▶ _Stored data_:
_ _ _ _ _

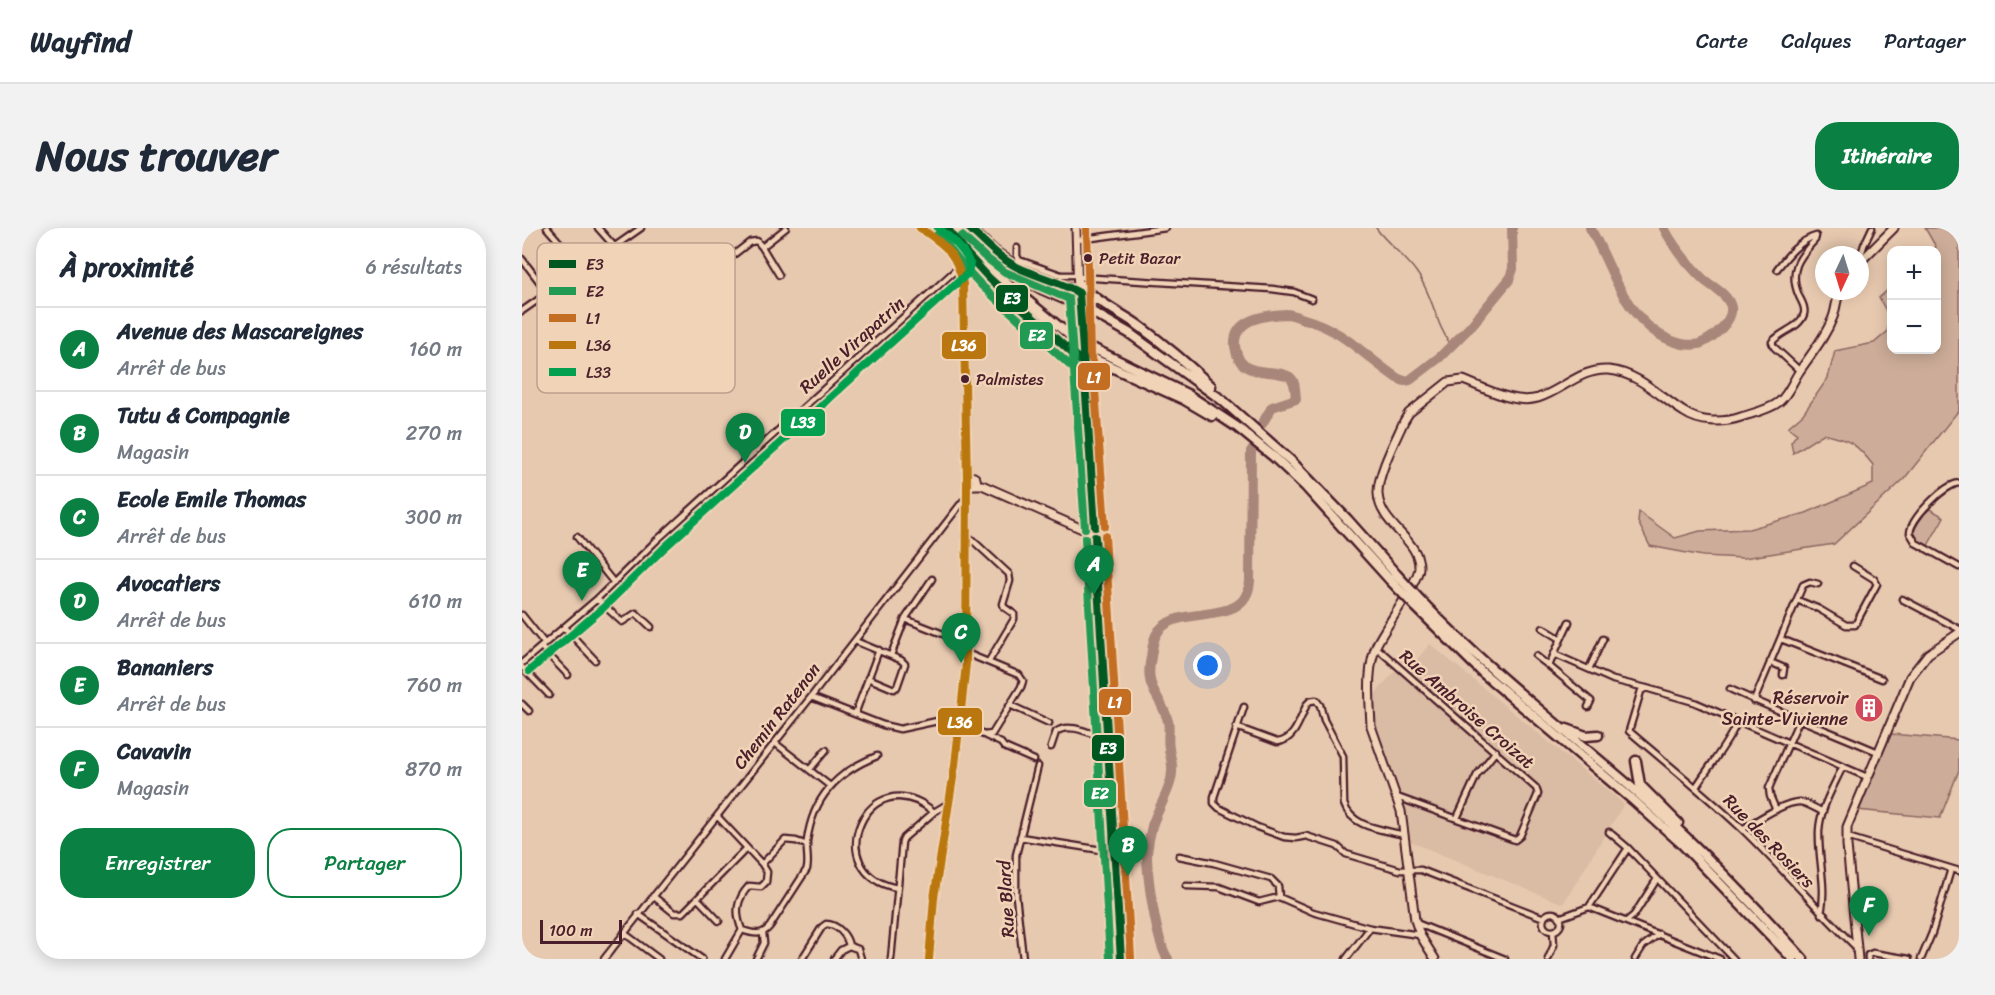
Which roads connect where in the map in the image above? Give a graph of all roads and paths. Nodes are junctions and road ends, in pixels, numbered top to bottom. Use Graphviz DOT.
graph roads {
  1 [pos="547,228"];
  2 [pos="598,228"];
  3 [pos="641,228"];
  4 [pos="786,228"];
  5 [pos="920,228"];
  6 [pos="949,228"];
  7 [pos="961,228"];
  8 [pos="969,228"];
  9 [pos="1076,228"];
  10 [pos="1166,228"];
  11 [pos="1872,228"];
  12 [pos="1894,228"];
  13 [pos="1077,240"];
  14 [pos="560,243"];
  15 [pos="611,243"];
  16 [pos="618,243"];
  17 [pos="1864,246"];
  18 [pos="762,247"];
  19 [pos="1017,248"];
  20 [pos="1869,252"];
  21 [pos="735,254"];
  22 [pos="522,259"];
  23 [pos="960,266"];
  24 [pos="1778,269"];
  25 [pos="779,275"];
  26 [pos="537,279"];
  27 [pos="1078,285"];
  28 [pos="1312,299"];
  29 [pos="1837,300"];
  30 [pos="537,301"];
  31 [pos="522,311"];
  32 [pos="1081,346"];
  33 [pos="1071,349"];
  34 [pos="1098,361"];
  35 [pos="1083,363"];
  36 [pos="1800,371"];
  37 [pos="1222,400"];
  38 [pos="1274,457"];
  39 [pos="1959,483"];
  40 [pos="972,485"];
  41 [pos="1093,532"];
  42 [pos="968,536"];
  43 [pos="577,537"];
  44 [pos="1853,566"];
  45 [pos="1959,567"];
  46 [pos="1393,577"];
  47 [pos="932,579"];
  48 [pos="614,583"];
  49 [pos="1818,584"];
  50 [pos="1902,598"];
  51 [pos="597,599"];
  52 [pos="1797,600"];
  53 [pos="1417,603"];
  54 [pos="522,615"];
  55 [pos="904,619"];
  56 [pos="1569,622"];
  57 [pos="564,627"];
  58 [pos="651,627"];
  59 [pos="1543,628"];
  60 [pos="1959,631"];
  61 [pos="1561,639"];
  62 [pos="1603,639"];
  63 [pos="1781,639"];
  64 [pos="855,641"];
  65 [pos="966,643"];
  66 [pos="543,645"];
  67 [pos="1376,647"];
  68 [pos="879,650"];
  69 [pos="966,652"];
  70 [pos="1554,654"];
  71 [pos="891,655"];
  72 [pos="1536,656"];
  73 [pos="595,660"];
  74 [pos="989,661"];
  75 [pos="1770,662"];
  76 [pos="522,663"];
  77 [pos="1549,666"];
  78 [pos="522,667"];
  79 [pos="1589,669"];
  80 [pos="568,675"];
  81 [pos="1783,675"];
  82 [pos="868,678"];
  83 [pos="1882,679"];
  84 [pos="1646,688"];
  85 [pos="1730,690"];
  86 [pos="549,694"];
  87 [pos="811,697"];
  88 [pos="1754,701"];
  89 [pos="522,704"];
  90 [pos="1010,705"];
  91 [pos="1244,707"];
  92 [pos="1588,707"];
  93 [pos="529,711"];
  94 [pos="855,714"];
  95 [pos="961,716"];
  96 [pos="1800,718"];
  97 [pos="1552,721"];
  98 [pos="1738,721"];
  99 [pos="1049,723"];
  100 [pos="960,725"];
  101 [pos="1236,727"];
  102 [pos="984,735"];
  103 [pos="1598,735"];
  104 [pos="1107,739"];
  105 [pos="1789,742"];
  106 [pos="775,743"];
  107 [pos="1051,747"];
  108 [pos="826,750"];
  109 [pos="1496,751"];
  110 [pos="1878,752"];
  111 [pos="877,756"];
  112 [pos="1035,760"];
  113 [pos="1636,761"];
  114 [pos="1038,766"];
  115 [pos="1843,766"];
  116 [pos="810,770"];
  117 [pos="1868,777"];
  118 [pos="830,786"];
  119 [pos="1695,787"];
  120 [pos="1397,797"];
  121 [pos="949,803"];
  122 [pos="1776,810"];
  123 [pos="934,812"];
  124 [pos="1823,812"];
  125 [pos="717,816"];
  126 [pos="1457,818"];
  127 [pos="1742,829"];
  128 [pos="1609,832"];
  129 [pos="1404,836"];
  130 [pos="1020,837"];
  131 [pos="1846,837"];
  132 [pos="807,845"];
  133 [pos="1628,848"];
  134 [pos="746,849"];
  135 [pos="1114,852"];
  136 [pos="1702,854"];
  137 [pos="1179,856"];
  138 [pos="762,864"];
  139 [pos="1951,868"];
  140 [pos="1409,870"];
  141 [pos="1959,871"];
  142 [pos="1657,879"];
  143 [pos="1186,886"];
  144 [pos="897,888"];
  145 [pos="653,896"];
  146 [pos="1279,897"];
  147 [pos="698,899"];
  148 [pos="1589,907"];
  149 [pos="638,914"];
  150 [pos="1821,914"];
  151 [pos="1544,918"];
  152 [pos="1560,918"];
  153 [pos="1627,920"];
  154 [pos="719,921"];
  155 [pos="1416,923"];
  156 [pos="1370,928"];
  157 [pos="742,930"];
  158 [pos="1553,931"];
  159 [pos="624,933"];
  160 [pos="763,933"];
  161 [pos="1659,934"];
  162 [pos="1420,935"];
  163 [pos="849,946"];
  164 [pos="1858,949"];
  165 [pos="1728,953"];
  166 [pos="604,959"];
  167 [pos="659,959"];
  168 [pos="702,959"];
  169 [pos="724,959"];
  170 [pos="756,959"];
  171 [pos="802,959"];
  172 [pos="834,959"];
  173 [pos="861,959"];
  174 [pos="891,959"];
  175 [pos="929,959"];
  176 [pos="1023,959"];
  177 [pos="1121,959"];
  178 [pos="1346,959"];
  179 [pos="1435,959"];
  180 [pos="1505,959"];
  181 [pos="1548,959"];
  182 [pos="1635,959"];
  183 [pos="1721,959"];
  184 [pos="1734,959"];
  185 [pos="1793,959"];
  186 [pos="1803,959"];
  187 [pos="1858,959"];
  188 [pos="1869,959"];
  189 [pos="1909,959"];
  190 [pos="1921,959"];
  1 -- 14 [label="street"];
  2 -- 15 [label="street"];
  3 -- 16 [label="street"];
  4 -- 18 [label="street"];
  5 -- 23 [label="street"];
  6 -- 33 [label="highway"];
  6 -- 38 [label="highway"];
  7 -- 37 [label="highway"];
  8 -- 27 [label="highway"];
  9 -- 13 [label="street"];
  10 -- 13 [label="street"];
  11 -- 17 [label="street"];
  12 -- 20 [label="street"];
  13 -- 27 [label="street"];
  18 -- 21 [label="street"];
  18 -- 25 [label="street"];
  19 -- 27 [label="street"];
  22 -- 26 [label="street"];
  23 -- 40 [label="street"];
  23 -- 48 [label="street, Ruelle Virapatrin"];
  24 -- 36 [label="street"];
  27 -- 28 [label="street"];
  27 -- 32 [label="street, bridge"];
  27 -- 37 [label="highway"];
  29 -- 36 [label="street"];
  30 -- 31 [label="street"];
  32 -- 33 [label="highway"];
  32 -- 34 [label="highway"];
  32 -- 35 [label="street"];
  33 -- 35 [label="highway"];
  34 -- 35 [label="highway"];
  34 -- 38 [label="highway"];
  35 -- 41 [label="street"];
  36 -- 67 [label="street"];
  37 -- 46 [label="highway"];
  38 -- 46 [label="highway"];
  39 -- 45 [label="street"];
  40 -- 41 [label="street"];
  40 -- 42 [label="street"];
  40 -- 64 [label="street, Chemin Ratenon"];
  41 -- 104 [label="street"];
  42 -- 65 [label="street"];
  42 -- 74 [label="street"];
  43 -- 48 [label="street"];
  44 -- 52 [label="street"];
  46 -- 53 [label="highway, bridge"];
  47 -- 55 [label="street"];
  48 -- 51 [label="street, Ruelle Virapatrin"];
  49 -- 52 [label="street"];
  50 -- 60 [label="street"];
  51 -- 57 [label="street, Ruelle Virapatrin"];
  51 -- 58 [label="street"];
  52 -- 63 [label="street"];
  53 -- 97 [label="highway"];
  53 -- 185 [label="highway"];
  54 -- 66 [label="street"];
  55 -- 65 [label="street"];
  55 -- 71 [label="street"];
  56 -- 61 [label="street"];
  57 -- 66 [label="street, Ruelle Virapatrin"];
  57 -- 73 [label="street"];
  59 -- 61 [label="street"];
  60 -- 110 [label="street"];
  61 -- 70 [label="street"];
  62 -- 79 [label="street"];
  63 -- 75 [label="street"];
  63 -- 83 [label="street"];
  64 -- 68 [label="street"];
  64 -- 87 [label="street, Chemin Ratenon"];
  65 -- 69 [label="street"];
  66 -- 76 [label="street, Ruelle Virapatrin"];
  66 -- 80 [label="street"];
  67 -- 109 [label="street, Rue Ambroise Croizat"];
  67 -- 120 [label="street"];
  68 -- 71 [label="street"];
  68 -- 82 [label="street"];
  69 -- 74 [label="street"];
  69 -- 95 [label="street"];
  70 -- 77 [label="street"];
  70 -- 79 [label="street"];
  71 -- 82 [label="street"];
  72 -- 77 [label="street"];
  74 -- 90 [label="street"];
  75 -- 81 [label="street"];
  75 -- 88 [label="street"];
  77 -- 92 [label="street"];
  78 -- 86 [label="street"];
  79 -- 84 [label="street"];
  82 -- 94 [label="street"];
  84 -- 98 [label="street"];
  84 -- 119 [label="street, Rue des Rosiers"];
  85 -- 88 [label="street"];
  87 -- 94 [label="street"];
  87 -- 106 [label="street, Chemin Ratenon"];
  88 -- 96 [label="street"];
  89 -- 93 [label="street"];
  90 -- 99 [label="street"];
  90 -- 102 [label="street"];
  91 -- 101 [label="street"];
  94 -- 95 [label="street"];
  95 -- 100 [label="street"];
  96 -- 105 [label="street"];
  96 -- 110 [label="street"];
  97 -- 103 [label="highway"];
  97 -- 136 [label="highway"];
  98 -- 105 [label="street"];
  98 -- 119 [label="street"];
  100 -- 102 [label="street"];
  100 -- 121 [label="street"];
  101 -- 129 [label="street"];
  101 -- 140 [label="street"];
  102 -- 112 [label="street"];
  104 -- 107 [label="street"];
  104 -- 135 [label="street"];
  105 -- 115 [label="street"];
  105 -- 122 [label="street"];
  106 -- 116 [label="street"];
  106 -- 125 [label="street, Chemin Ratenon"];
  108 -- 116 [label="street"];
  109 -- 126 [label="street"];
  109 -- 126 [label="street, Rue Ambroise Croizat"];
  110 -- 117 [label="street"];
  111 -- 118 [label="street"];
  113 -- 136 [label="highway"];
  114 -- 130 [label="street, Rue Blard"];
  115 -- 117 [label="street"];
  115 -- 124 [label="street"];
  116 -- 118 [label="street"];
  117 -- 131 [label="street"];
  118 -- 132 [label="street"];
  119 -- 127 [label="street, Rue des Rosiers"];
  120 -- 126 [label="street, Rue Ambroise Croizat"];
  120 -- 129 [label="street"];
  121 -- 123 [label="street"];
  121 -- 175 [label="street"];
  122 -- 124 [label="street"];
  122 -- 127 [label="street"];
  123 -- 144 [label="street"];
  123 -- 144 [label="street"];
  124 -- 150 [label="street"];
  125 -- 134 [label="street"];
  125 -- 145 [label="street, Chemin Ratenon"];
  127 -- 150 [label="street, Rue des Rosiers"];
  128 -- 133 [label="street"];
  129 -- 140 [label="street"];
  130 -- 135 [label="street, Rue Blard"];
  130 -- 176 [label="street, Rue Blard"];
  131 -- 139 [label="street"];
  131 -- 164 [label="street"];
  132 -- 138 [label="street"];
  132 -- 160 [label="street"];
  133 -- 142 [label="street"];
  133 -- 148 [label="street"];
  134 -- 138 [label="street"];
  134 -- 147 [label="street"];
  135 -- 177 [label="street"];
  136 -- 186 [label="highway"];
  137 -- 146 [label="street"];
  138 -- 157 [label="street"];
  139 -- 141 [label="street"];
  139 -- 190 [label="street"];
  140 -- 151 [label="street"];
  140 -- 155 [label="street"];
  142 -- 153 [label="street"];
  142 -- 165 [label="street"];
  143 -- 146 [label="street"];
  144 -- 174 [label="street"];
  145 -- 147 [label="street"];
  145 -- 149 [label="street, Chemin Ratenon"];
  146 -- 156 [label="street"];
  147 -- 154 [label="street"];
  148 -- 152 [label="street"];
  148 -- 153 [label="street"];
  149 -- 159 [label="street, Chemin Ratenon"];
  149 -- 168 [label="street"];
  150 -- 164 [label="street, Rue des Rosiers"];
  151 -- 152 [label="street"];
  151 -- 158 [label="street"];
  152 -- 158 [label="street"];
  153 -- 161 [label="street"];
  155 -- 162 [label="street"];
  155 -- 180 [label="street"];
  156 -- 162 [label="street"];
  156 -- 178 [label="street"];
  157 -- 160 [label="street"];
  157 -- 169 [label="street"];
  158 -- 181 [label="street"];
  159 -- 166 [label="street, Chemin Ratenon"];
  159 -- 167 [label="street"];
  160 -- 170 [label="street"];
  161 -- 182 [label="street"];
  161 -- 183 [label="street"];
  162 -- 179 [label="street"];
  163 -- 171 [label="street"];
  163 -- 172 [label="street"];
  163 -- 173 [label="street"];
  164 -- 187 [label="street"];
  165 -- 183 [label="street"];
  165 -- 184 [label="street"];
  188 -- 189 [label="street"];
}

_ _ _ _ _

▶ _What the task asks_:
Reply with one number, the count of lines in the data that contain "graph".

▶ _Answer box_:
2